--- LISTED ENTRIES ---
╔══

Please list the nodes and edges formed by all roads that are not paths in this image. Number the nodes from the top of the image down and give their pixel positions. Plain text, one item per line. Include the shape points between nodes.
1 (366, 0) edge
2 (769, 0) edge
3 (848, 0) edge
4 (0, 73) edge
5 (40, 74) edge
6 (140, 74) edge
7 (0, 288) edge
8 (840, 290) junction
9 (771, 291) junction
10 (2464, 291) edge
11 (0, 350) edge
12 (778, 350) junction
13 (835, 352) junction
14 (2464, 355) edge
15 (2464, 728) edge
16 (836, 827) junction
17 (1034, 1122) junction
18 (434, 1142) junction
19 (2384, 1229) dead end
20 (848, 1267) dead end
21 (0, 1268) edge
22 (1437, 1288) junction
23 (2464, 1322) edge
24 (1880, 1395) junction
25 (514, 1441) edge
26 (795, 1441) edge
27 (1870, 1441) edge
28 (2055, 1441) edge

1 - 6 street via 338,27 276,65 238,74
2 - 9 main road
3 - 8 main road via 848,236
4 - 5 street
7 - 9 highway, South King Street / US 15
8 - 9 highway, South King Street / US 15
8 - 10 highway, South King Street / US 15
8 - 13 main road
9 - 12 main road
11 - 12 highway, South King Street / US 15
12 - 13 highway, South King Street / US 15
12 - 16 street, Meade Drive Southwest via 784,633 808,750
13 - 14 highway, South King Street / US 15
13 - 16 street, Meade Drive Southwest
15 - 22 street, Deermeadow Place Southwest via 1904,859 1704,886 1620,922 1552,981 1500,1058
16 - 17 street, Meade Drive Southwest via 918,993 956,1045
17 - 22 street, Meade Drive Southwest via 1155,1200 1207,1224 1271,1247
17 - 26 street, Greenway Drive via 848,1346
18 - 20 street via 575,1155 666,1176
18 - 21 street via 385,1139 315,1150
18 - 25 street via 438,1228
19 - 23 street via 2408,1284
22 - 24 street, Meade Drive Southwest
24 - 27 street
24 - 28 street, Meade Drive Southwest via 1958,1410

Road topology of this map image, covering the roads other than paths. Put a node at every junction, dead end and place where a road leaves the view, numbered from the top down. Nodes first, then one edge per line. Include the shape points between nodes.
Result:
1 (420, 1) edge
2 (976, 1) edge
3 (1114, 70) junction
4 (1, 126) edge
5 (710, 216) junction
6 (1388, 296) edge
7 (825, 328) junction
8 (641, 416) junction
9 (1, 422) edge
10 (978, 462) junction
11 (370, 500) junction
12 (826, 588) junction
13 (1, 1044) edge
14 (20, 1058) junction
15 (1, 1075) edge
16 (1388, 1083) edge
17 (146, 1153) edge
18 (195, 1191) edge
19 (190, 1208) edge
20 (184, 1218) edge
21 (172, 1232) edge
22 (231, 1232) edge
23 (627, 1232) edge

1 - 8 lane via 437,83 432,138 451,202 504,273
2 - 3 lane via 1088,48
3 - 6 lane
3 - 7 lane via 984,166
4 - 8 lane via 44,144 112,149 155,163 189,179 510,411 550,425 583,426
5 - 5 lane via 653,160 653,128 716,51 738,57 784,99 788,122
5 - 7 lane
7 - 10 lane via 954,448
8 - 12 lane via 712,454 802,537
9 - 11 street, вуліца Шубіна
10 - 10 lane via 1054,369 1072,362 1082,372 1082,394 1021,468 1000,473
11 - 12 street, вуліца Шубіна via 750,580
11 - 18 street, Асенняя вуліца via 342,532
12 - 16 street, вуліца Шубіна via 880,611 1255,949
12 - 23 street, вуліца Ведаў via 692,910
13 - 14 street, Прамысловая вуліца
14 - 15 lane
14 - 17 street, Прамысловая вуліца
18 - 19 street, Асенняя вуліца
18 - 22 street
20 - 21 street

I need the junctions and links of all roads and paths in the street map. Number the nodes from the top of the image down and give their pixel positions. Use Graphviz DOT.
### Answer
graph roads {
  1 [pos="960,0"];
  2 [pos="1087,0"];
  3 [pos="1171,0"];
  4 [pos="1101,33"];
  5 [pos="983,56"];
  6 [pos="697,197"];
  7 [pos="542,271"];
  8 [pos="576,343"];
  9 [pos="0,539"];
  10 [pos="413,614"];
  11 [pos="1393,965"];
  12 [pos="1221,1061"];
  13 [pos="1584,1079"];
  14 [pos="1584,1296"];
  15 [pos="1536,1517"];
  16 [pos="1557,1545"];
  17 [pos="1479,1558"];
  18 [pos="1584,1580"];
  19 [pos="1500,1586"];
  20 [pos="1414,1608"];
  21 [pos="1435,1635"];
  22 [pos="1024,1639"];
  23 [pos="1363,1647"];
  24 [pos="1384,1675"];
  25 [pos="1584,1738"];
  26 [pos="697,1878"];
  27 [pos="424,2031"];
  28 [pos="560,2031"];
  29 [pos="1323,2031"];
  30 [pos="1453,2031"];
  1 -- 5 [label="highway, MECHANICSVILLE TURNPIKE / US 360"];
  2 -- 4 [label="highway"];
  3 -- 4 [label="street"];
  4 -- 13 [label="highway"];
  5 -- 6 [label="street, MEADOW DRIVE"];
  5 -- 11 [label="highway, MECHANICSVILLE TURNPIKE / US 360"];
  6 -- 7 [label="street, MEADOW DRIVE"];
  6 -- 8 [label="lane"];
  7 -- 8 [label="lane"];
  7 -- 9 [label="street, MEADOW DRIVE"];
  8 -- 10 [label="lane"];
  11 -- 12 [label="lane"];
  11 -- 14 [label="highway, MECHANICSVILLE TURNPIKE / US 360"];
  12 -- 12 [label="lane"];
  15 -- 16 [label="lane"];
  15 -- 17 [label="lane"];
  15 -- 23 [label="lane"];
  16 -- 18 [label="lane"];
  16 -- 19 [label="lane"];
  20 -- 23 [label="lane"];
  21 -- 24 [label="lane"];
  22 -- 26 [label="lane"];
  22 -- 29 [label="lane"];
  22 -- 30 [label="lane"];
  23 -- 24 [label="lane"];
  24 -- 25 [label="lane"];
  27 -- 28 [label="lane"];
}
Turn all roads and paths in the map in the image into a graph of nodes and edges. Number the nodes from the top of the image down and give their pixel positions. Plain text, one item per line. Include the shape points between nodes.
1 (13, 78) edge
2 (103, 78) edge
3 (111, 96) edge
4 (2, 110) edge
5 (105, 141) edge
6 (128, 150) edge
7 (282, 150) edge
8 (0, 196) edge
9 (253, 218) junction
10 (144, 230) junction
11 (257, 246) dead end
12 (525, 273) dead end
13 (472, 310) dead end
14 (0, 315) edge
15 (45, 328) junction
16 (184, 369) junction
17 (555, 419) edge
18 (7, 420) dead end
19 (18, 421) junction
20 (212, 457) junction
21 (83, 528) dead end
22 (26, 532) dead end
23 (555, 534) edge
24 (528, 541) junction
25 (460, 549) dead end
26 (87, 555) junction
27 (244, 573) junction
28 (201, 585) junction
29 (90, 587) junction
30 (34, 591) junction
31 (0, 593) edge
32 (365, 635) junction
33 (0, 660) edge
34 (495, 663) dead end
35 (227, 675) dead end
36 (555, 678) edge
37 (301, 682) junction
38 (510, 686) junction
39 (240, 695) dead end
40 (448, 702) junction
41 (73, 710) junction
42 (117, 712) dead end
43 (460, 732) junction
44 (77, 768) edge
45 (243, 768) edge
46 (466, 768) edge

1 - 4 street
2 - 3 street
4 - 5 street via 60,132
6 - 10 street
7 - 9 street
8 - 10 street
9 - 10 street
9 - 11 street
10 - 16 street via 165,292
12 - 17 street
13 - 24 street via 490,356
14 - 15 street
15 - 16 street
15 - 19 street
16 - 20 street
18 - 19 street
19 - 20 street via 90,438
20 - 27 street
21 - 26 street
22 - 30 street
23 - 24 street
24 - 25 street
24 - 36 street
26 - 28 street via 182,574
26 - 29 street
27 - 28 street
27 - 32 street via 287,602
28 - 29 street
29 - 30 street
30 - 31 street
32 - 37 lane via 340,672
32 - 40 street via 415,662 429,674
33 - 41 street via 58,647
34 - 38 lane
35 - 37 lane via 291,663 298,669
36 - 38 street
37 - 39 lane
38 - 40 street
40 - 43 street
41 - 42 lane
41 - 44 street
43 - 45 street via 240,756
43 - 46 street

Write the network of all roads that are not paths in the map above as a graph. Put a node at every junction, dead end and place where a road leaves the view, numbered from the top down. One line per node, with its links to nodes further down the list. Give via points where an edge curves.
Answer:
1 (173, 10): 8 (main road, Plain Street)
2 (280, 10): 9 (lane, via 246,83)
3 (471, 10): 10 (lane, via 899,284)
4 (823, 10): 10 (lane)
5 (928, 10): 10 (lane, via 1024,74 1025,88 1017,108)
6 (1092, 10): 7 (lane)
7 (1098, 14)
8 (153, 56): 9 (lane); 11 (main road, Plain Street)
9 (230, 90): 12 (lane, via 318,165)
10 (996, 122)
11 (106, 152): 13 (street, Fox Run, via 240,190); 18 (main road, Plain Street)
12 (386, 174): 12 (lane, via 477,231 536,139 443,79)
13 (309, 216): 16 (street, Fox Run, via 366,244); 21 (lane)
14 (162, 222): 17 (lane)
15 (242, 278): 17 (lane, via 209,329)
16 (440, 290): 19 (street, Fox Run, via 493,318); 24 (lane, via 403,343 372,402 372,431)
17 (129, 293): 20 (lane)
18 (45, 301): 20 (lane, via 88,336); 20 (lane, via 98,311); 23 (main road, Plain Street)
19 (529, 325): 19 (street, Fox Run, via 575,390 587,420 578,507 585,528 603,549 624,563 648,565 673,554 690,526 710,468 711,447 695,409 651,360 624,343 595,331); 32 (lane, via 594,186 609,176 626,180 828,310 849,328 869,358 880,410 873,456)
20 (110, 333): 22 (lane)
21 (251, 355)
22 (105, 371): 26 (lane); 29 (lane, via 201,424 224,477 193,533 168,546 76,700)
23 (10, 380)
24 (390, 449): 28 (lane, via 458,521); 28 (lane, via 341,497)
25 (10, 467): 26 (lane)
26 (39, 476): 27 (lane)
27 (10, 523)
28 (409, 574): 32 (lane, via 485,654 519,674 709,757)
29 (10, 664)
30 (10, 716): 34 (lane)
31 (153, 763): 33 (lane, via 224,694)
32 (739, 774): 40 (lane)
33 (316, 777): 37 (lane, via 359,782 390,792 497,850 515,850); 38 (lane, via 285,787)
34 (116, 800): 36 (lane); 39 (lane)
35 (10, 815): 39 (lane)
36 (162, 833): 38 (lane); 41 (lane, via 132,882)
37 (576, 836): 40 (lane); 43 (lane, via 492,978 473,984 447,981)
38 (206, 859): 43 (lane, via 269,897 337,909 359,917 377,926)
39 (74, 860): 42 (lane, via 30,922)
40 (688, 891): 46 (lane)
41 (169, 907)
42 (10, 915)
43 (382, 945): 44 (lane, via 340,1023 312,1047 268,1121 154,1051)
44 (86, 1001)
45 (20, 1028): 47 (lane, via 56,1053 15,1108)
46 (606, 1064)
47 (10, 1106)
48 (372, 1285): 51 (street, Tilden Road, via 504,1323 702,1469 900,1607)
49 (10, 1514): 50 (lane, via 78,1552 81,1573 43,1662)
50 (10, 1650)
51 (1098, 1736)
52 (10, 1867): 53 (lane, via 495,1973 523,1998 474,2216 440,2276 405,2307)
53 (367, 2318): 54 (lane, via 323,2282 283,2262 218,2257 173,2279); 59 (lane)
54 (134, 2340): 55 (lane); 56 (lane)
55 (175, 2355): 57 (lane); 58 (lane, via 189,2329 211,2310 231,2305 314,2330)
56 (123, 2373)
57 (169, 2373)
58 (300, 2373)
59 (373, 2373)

╚══

--- TASK REQUIREMENTS ---
Which lines above hold the string "text"? Show each of them.

--- FINISHED EXERCISE ---
Please list the nodes and edges formed by all roads that are not paths in this image. Number the nodes from the top of the image down and give their pixel positions. Plain text, one item per line. Include the shape points between nodes.
Turn all roads and paths in the map in the image into a graph of nodes and edges. Number the nodes from the top of the image down and give their pixel positions. Plain text, one item per line. Include the shape points between nodes.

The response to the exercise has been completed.